Records drawn from a dataset
────────────────────────────────────────

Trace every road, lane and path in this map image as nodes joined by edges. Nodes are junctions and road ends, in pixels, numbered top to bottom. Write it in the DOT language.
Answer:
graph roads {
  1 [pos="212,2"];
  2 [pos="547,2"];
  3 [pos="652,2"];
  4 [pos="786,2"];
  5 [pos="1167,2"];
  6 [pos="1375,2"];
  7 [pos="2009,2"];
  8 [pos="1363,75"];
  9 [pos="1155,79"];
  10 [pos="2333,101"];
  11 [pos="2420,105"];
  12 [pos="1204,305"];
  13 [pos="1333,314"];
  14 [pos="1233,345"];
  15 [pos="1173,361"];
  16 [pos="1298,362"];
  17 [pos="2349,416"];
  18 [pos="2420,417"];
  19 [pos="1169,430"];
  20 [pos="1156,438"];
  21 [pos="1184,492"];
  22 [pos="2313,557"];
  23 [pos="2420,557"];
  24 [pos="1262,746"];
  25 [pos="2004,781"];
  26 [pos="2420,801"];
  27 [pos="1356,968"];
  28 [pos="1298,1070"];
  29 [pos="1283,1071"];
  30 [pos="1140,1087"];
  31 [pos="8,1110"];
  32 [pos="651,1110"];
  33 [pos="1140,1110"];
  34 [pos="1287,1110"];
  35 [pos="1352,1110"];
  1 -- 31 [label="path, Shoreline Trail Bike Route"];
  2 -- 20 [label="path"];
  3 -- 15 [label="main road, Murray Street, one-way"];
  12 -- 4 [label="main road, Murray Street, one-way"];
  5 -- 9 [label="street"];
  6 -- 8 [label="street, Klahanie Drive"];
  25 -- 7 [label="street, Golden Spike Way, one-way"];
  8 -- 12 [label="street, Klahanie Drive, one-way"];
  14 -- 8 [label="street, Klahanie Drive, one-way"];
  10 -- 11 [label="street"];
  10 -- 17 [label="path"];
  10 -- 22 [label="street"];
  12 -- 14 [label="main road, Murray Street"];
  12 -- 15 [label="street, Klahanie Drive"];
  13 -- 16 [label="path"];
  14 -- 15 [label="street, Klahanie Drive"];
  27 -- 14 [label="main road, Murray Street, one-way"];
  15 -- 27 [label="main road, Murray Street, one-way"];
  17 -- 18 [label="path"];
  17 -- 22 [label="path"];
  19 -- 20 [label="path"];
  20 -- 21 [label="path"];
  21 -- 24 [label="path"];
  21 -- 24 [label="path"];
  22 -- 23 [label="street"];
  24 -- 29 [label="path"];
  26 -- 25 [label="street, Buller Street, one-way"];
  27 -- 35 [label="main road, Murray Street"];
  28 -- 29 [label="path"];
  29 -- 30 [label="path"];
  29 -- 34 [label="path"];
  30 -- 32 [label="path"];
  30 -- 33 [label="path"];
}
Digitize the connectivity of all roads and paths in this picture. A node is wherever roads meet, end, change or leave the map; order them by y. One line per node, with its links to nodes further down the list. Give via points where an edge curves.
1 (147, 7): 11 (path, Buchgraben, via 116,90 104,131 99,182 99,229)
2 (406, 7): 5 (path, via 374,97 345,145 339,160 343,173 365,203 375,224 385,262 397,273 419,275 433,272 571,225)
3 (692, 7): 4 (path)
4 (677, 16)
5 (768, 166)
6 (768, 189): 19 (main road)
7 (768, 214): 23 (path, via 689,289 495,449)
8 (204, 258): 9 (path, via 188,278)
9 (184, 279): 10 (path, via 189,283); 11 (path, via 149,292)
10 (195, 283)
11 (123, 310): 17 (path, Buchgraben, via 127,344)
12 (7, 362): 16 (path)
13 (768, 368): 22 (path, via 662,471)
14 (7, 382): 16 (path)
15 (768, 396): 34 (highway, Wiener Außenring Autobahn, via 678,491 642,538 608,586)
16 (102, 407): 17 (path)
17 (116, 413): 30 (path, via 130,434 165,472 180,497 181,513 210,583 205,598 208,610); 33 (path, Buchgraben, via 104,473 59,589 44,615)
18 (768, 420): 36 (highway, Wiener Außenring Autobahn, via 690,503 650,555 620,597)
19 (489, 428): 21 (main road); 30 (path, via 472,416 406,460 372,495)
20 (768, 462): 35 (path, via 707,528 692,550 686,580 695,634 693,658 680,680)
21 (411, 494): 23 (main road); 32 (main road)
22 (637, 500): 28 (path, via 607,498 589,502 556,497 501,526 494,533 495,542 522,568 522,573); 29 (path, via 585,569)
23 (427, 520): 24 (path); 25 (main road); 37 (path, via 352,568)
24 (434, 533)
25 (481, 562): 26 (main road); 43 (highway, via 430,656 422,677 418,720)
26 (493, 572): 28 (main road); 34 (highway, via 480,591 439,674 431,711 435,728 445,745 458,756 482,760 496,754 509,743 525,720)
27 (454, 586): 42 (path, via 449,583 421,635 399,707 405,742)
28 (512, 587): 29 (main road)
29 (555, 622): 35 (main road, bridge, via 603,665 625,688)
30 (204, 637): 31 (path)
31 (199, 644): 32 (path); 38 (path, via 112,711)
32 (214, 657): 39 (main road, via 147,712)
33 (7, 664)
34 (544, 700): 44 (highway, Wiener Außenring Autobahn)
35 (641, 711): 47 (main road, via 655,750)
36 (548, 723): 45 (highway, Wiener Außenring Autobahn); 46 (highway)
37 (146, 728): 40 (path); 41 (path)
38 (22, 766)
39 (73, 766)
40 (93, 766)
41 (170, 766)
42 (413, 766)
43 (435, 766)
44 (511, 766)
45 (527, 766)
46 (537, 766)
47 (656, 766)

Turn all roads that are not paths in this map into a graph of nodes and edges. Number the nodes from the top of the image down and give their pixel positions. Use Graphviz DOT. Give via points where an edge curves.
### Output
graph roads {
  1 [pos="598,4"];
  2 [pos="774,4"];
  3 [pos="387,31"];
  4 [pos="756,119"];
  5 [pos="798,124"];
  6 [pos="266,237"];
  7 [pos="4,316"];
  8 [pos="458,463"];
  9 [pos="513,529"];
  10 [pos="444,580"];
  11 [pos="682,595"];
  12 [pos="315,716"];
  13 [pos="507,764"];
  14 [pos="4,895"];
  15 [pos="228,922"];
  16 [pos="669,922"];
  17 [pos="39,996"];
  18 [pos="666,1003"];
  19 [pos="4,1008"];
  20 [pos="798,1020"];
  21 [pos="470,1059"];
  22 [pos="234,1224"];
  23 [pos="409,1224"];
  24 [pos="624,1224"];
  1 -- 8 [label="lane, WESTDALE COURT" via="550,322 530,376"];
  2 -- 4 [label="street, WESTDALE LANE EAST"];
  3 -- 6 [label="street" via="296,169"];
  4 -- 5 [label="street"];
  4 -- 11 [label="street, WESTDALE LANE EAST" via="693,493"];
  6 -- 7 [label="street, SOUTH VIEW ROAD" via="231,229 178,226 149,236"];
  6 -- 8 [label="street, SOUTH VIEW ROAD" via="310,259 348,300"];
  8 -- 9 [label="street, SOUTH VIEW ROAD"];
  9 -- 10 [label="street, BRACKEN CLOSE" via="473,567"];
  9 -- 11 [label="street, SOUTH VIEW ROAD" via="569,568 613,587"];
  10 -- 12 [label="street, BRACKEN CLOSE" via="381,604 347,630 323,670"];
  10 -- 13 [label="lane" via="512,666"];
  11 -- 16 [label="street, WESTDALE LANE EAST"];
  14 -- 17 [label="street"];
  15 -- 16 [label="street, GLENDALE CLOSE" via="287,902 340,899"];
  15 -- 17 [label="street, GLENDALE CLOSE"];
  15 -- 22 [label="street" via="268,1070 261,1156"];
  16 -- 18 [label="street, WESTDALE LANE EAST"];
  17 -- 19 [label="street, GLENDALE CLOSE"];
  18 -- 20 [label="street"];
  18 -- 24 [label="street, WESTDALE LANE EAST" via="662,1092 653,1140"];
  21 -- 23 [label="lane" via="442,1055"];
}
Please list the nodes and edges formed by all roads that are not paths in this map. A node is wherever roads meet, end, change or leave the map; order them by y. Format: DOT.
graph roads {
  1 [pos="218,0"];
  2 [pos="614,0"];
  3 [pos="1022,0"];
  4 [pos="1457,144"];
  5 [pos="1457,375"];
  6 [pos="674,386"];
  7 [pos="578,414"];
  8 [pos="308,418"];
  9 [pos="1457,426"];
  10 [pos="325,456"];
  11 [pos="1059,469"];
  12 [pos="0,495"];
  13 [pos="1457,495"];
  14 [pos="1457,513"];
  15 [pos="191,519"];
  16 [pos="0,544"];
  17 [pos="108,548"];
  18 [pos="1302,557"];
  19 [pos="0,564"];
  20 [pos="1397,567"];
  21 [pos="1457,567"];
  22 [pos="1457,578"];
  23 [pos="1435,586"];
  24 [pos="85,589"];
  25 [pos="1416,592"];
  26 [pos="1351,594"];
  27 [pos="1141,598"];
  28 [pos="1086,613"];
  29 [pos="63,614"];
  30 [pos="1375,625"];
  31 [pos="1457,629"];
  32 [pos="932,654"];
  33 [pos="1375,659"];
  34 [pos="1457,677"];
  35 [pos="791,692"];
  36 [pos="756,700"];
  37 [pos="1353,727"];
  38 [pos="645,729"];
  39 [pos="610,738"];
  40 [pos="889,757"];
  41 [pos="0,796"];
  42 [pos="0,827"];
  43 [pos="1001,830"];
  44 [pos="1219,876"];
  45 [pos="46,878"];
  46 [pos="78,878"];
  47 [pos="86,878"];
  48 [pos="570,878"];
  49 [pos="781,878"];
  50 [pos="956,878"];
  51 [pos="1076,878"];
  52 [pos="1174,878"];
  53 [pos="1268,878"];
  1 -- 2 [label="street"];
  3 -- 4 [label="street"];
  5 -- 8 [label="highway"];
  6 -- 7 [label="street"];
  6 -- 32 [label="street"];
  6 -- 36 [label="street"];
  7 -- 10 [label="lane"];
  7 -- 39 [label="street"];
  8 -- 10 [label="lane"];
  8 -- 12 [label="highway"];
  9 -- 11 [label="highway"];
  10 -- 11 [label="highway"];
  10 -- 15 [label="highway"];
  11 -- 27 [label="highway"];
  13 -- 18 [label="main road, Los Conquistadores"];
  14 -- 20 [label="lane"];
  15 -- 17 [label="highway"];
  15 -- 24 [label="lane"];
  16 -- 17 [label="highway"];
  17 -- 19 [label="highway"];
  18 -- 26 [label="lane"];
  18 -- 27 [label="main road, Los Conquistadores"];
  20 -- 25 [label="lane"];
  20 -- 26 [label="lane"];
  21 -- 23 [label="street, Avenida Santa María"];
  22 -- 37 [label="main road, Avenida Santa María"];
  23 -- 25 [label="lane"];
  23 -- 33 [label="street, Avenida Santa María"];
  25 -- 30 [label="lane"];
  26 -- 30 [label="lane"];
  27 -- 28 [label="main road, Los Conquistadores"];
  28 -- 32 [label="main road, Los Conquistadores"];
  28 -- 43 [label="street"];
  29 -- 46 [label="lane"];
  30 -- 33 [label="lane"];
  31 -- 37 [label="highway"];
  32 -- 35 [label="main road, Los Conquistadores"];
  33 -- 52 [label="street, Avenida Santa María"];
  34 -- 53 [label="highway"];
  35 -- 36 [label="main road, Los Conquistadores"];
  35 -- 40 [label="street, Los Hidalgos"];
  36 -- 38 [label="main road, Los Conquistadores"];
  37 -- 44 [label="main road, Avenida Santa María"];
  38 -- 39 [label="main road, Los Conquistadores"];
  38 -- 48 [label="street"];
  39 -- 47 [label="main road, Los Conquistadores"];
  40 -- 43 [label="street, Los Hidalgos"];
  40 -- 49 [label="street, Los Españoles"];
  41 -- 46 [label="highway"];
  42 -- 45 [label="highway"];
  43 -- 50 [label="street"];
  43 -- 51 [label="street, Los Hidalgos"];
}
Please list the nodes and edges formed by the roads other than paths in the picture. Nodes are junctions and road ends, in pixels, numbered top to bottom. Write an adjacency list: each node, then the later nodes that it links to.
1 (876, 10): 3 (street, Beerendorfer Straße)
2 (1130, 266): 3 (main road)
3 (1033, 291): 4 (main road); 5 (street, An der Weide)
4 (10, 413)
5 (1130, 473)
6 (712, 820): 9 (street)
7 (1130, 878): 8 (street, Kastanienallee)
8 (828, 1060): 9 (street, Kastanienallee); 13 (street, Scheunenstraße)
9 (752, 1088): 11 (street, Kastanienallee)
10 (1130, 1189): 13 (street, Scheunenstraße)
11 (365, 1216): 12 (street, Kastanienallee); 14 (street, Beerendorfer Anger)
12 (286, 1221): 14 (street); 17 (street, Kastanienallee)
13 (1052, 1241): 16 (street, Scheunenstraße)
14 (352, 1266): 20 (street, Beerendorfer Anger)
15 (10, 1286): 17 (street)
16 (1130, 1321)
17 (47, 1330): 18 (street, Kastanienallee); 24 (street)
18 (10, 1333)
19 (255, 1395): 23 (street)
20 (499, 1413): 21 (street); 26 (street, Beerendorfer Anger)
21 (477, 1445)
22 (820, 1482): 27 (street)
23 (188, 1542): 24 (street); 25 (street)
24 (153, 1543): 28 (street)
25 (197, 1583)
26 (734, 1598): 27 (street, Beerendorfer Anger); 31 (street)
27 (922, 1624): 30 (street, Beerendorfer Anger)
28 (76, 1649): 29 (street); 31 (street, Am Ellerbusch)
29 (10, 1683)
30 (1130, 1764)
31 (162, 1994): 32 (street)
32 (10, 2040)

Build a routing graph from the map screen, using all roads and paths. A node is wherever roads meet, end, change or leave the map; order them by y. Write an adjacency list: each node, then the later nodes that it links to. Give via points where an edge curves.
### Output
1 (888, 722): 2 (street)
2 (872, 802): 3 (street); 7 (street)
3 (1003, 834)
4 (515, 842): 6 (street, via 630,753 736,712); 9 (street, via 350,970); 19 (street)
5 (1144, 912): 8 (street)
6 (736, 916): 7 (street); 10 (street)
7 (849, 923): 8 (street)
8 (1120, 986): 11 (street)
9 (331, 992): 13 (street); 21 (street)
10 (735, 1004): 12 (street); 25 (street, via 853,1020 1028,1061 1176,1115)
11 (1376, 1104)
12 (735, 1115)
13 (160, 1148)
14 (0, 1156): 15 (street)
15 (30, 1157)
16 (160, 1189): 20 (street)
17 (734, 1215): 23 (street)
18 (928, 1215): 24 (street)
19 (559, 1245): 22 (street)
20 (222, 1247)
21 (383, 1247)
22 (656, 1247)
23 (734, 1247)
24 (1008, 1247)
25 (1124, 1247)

────────────────────────────────────────

§ Prompt
The lines to return are those in the entries above that hold "VIEW".

§ Task answer
  6 -- 7 [label="street, SOUTH VIEW ROAD" via="231,229 178,226 149,236"];
  6 -- 8 [label="street, SOUTH VIEW ROAD" via="310,259 348,300"];
  8 -- 9 [label="street, SOUTH VIEW ROAD"];
  9 -- 11 [label="street, SOUTH VIEW ROAD" via="569,568 613,587"];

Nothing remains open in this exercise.